By now, most Hawaii high school baseball fans know that Campbell right-hander Ian Kahaloa is being scouted by all 30 major league teams.
The senior has been close to unhittable so far this season, and there’s been plenty of talk about his prospects at the next level.
Most of the scouts who have filled the press boxes with their radar guns at the various OIA West fields to see Kahaloa have been told by their teams to not speak with the press, but the Honolulu Star-Advertiser and Hawaii Prep World found one who spoke on the condition of anonymity.
When asked if he was the one who discovered Sidd Finch for the New York Mets (the phenom who was written about so gloriously in the April 1, 1985, issue of Sports Illustrated), the scout balked.
But he does know all about Kahaloa.
“For one thing, he’s got a good fastball and a pretty good slider,” he said about the Sabers’ ace. “He has a long arm and body and is still projectable. Easily, well hopefully, he projects to throw even harder the more he matures.”
And just how hard does Kahaloa throw now? Sometimes, the radar gun numbers get blown out of proportion as the information is passed from person to person.
“The fastest I’ve clocked him at is 95 miles an hour,” the scout said. “And that was early in the preseason. During the regular season, there’s been a little drop off to about 92.”
The lower number could be due to many factors, including trying for more control now that the more important games are here, and conserving himself so he can go more innings.
“And he might not be getting enough innings,” the scout added. “Campbell has about five guys who can pitch and the coach wants to get them in there.”
So, how high will Kahaloa go in the draft?
“If you’re going purely from a talent standpoint, then he should go pretty high,” the scout said. “It could be as high as the top five (of 40) rounds (of the June draft).”
The scout was up front about how teams go about trying to land players.
“There are so many ways teams can spend their money, so there is a lot of posturing and negotiating,” he said. “Parents putting a dollar figure on their sons’ head is one of the toughest things for families. Our job as scouts is to sign them as cheaply as possible. It’s like buying a car. You are always looking to spend less.”

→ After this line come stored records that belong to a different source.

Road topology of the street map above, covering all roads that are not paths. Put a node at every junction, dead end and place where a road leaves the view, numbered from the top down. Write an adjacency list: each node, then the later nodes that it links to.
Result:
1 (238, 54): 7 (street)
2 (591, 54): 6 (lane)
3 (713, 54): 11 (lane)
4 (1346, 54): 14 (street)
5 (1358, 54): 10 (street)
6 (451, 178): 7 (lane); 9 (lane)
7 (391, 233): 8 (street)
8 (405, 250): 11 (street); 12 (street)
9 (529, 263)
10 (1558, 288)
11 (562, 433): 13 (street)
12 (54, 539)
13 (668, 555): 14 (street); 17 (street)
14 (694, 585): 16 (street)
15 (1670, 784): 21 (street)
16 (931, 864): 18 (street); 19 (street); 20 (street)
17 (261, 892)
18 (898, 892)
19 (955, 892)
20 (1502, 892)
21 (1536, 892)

The scout also said “signability” is a factor in how high a player is drafted.
“They might decide to pass on a player if they think it will take too much (time, energy, money) to sign him,” he added.
If he decides to play college baseball instead of going pro, the 6-foot-1, 200-pound Kahaloa plans to play for the University of Hawaii. He also has an adviser who will guide him through the process of dealing with the team that drafts him.

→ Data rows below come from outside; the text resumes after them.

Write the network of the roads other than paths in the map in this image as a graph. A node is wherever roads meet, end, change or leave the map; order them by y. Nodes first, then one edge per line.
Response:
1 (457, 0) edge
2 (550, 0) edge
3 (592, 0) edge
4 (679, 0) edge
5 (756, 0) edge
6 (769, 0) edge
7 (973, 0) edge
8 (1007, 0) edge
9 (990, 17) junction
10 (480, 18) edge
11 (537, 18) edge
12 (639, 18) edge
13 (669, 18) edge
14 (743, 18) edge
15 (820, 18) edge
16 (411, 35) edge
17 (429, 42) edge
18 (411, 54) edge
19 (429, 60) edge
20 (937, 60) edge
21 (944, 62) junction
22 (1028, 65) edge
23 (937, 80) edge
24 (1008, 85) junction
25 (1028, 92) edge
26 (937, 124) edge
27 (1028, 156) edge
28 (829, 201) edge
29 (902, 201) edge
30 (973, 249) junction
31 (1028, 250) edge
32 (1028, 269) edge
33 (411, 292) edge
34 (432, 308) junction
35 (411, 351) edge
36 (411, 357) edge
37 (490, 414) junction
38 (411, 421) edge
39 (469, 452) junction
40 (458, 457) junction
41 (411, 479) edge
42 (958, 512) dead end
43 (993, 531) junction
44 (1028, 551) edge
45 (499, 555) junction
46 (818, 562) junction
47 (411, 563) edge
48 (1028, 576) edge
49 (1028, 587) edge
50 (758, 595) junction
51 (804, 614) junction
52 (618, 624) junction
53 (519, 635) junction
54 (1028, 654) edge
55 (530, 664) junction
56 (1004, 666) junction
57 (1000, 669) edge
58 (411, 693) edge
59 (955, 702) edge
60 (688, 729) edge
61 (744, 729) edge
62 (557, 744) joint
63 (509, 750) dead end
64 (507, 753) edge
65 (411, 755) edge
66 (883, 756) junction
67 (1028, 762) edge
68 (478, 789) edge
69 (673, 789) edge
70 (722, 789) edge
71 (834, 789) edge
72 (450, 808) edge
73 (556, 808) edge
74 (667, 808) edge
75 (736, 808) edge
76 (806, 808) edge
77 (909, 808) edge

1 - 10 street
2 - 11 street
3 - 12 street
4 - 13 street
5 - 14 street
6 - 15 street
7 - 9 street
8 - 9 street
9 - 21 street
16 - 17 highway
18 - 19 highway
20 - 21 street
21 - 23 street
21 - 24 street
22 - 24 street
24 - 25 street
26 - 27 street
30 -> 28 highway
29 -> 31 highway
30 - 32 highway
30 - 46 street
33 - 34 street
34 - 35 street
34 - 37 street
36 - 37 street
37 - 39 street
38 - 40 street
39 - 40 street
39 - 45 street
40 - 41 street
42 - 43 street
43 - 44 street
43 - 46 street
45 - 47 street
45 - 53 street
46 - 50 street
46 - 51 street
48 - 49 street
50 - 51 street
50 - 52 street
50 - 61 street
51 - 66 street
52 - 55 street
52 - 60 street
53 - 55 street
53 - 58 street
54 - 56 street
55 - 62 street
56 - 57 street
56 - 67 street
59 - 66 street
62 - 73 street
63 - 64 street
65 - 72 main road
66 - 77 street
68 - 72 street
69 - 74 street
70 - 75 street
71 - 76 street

“Ian is a pretty quiet kid,” the scout said. “But you can tell that he’s confident in his abilities. He knows he’s good, but he doesn’t act like it. He’s not arrogant.
“He helped himself a lot by playing in various mainland showcases (including the Arizona Fall Classic). Scouts noticed him there and made notes that they had to come to see him in Hawaii. He did what he was supposed to do to generate interest.”